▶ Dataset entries

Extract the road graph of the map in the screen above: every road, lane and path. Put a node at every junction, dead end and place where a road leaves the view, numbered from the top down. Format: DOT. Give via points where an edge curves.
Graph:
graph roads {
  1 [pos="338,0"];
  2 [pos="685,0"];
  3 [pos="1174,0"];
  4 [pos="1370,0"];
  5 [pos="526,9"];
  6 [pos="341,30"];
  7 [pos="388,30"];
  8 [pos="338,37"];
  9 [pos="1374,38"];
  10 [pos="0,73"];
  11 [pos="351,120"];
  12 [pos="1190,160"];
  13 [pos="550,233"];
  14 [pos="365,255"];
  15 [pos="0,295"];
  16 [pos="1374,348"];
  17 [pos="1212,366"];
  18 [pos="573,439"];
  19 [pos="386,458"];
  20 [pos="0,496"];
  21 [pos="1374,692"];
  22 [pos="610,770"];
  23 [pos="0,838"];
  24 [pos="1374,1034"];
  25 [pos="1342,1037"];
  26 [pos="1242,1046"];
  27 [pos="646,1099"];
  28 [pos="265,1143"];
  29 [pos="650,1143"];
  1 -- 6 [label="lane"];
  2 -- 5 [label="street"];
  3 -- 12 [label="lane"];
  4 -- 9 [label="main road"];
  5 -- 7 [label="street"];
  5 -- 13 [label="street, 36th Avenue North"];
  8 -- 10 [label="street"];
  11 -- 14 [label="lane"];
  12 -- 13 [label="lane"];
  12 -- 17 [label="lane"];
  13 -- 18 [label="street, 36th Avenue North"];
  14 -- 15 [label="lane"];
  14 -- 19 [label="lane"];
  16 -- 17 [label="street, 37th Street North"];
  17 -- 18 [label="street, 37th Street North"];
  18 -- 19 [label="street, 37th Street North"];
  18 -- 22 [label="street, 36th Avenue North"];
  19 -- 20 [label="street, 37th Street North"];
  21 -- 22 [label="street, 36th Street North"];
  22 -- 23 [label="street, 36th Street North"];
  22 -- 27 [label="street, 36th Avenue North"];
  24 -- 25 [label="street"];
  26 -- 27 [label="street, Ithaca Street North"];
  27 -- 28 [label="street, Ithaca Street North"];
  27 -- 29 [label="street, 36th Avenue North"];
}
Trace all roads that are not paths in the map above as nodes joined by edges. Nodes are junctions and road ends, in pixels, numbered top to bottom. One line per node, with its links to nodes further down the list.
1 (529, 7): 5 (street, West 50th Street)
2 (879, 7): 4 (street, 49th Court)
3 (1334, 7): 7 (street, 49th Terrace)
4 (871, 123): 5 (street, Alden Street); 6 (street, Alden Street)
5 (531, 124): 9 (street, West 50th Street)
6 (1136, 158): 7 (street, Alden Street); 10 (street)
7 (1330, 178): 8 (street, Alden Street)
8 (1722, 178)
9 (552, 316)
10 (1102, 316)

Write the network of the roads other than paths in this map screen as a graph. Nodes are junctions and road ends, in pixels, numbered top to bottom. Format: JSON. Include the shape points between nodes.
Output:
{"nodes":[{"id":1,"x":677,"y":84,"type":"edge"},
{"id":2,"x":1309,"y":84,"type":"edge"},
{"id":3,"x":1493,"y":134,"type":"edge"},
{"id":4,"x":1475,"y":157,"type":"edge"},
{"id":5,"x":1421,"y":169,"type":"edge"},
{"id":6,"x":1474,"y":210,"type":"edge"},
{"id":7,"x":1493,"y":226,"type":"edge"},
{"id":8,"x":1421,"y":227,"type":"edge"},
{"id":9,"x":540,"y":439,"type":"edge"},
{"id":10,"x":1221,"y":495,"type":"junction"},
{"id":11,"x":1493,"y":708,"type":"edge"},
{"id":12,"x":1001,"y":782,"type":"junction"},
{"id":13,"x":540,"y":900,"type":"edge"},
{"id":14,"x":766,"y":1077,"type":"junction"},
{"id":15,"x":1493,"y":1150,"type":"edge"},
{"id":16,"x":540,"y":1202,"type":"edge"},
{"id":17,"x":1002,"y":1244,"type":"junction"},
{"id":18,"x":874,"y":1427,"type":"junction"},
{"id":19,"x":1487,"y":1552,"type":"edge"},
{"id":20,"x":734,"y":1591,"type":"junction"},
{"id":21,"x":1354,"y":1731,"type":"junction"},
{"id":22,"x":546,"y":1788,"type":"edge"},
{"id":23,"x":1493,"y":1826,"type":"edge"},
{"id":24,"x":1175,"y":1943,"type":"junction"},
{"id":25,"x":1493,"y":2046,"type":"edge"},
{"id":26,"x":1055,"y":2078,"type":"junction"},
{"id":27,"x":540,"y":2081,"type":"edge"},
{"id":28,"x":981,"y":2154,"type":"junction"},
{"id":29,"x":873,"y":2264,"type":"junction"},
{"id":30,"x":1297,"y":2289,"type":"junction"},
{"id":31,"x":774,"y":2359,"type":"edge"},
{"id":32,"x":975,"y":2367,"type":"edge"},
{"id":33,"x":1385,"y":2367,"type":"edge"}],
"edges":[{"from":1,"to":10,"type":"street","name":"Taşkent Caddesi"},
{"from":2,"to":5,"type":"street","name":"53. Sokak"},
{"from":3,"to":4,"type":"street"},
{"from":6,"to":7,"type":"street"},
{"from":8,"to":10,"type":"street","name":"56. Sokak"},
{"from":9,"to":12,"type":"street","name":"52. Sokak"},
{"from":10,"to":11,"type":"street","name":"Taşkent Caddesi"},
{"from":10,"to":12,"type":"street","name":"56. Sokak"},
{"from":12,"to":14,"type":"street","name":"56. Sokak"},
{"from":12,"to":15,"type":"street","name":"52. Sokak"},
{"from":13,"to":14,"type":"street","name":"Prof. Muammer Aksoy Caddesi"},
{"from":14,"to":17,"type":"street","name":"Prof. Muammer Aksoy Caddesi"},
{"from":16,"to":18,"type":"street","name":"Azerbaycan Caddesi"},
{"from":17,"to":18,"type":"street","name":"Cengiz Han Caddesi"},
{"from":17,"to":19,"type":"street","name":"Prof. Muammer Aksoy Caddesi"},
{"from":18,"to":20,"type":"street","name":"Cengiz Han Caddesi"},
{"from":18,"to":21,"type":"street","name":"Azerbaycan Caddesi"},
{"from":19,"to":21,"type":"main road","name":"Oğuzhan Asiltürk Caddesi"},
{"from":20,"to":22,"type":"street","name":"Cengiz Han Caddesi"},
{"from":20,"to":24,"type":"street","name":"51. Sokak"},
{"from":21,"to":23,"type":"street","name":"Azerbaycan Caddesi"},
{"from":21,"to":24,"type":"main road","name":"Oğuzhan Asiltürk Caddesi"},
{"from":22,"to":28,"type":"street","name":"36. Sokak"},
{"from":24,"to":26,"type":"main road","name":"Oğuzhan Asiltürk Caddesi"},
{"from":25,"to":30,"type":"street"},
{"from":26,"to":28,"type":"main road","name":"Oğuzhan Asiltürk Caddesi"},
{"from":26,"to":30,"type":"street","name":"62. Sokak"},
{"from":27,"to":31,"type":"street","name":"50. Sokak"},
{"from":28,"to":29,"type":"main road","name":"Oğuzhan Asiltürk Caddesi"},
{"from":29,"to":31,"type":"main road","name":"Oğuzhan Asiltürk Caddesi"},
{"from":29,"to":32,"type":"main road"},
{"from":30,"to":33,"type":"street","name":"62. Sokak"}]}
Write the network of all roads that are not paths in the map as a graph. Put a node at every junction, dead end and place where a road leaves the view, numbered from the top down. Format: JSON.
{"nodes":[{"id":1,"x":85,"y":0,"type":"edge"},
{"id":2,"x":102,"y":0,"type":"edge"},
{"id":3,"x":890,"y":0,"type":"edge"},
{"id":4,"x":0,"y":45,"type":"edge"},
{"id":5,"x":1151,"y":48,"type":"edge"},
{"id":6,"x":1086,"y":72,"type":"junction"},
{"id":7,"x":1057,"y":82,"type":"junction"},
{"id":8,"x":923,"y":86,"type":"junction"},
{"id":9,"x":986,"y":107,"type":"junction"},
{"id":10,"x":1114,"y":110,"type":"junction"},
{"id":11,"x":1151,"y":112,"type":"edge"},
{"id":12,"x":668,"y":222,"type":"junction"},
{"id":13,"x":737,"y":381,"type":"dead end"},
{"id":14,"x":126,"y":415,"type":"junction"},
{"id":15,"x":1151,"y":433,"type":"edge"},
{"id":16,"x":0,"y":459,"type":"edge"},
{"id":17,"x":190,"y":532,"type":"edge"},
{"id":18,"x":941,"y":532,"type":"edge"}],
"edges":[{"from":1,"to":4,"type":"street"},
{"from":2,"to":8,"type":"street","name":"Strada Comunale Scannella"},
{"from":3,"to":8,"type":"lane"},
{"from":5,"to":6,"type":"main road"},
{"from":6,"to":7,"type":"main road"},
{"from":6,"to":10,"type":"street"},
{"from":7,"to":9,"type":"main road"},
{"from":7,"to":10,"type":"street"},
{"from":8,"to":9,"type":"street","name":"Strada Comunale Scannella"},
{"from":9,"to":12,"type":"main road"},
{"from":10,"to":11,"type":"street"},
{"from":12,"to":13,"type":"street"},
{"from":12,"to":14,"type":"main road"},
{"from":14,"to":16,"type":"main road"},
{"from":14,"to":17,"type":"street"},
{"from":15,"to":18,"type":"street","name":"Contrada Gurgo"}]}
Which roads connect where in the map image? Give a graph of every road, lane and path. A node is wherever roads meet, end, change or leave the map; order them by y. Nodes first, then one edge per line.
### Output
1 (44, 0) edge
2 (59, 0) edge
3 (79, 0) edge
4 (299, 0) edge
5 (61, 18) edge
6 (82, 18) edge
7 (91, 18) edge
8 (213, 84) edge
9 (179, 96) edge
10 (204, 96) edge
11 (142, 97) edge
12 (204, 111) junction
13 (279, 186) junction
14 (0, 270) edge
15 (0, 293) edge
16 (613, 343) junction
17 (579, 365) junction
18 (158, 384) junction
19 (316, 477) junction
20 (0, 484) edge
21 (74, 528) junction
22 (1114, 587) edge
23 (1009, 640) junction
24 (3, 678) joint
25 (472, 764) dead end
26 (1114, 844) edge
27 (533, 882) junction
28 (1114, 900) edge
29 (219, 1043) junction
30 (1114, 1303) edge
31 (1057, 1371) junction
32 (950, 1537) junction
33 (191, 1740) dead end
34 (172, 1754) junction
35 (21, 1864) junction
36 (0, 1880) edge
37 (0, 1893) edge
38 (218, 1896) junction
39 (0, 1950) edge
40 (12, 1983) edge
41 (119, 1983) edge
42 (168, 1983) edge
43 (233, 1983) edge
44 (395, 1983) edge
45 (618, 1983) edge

▶ What is being asked
Copy each line of the entries that includes the word "above".

▶ Result
Extract the road graph of the map in the screen above: every road, lane and path. Put a node at every junction, dead end and place where a road leaves the view, numbered from the top down. Format: DOT. Give via points where an edge curves.
Trace all roads that are not paths in the map above as nodes joined by edges. Nodes are junctions and road ends, in pixels, numbered top to bottom. One line per node, with its links to nodes further down the list.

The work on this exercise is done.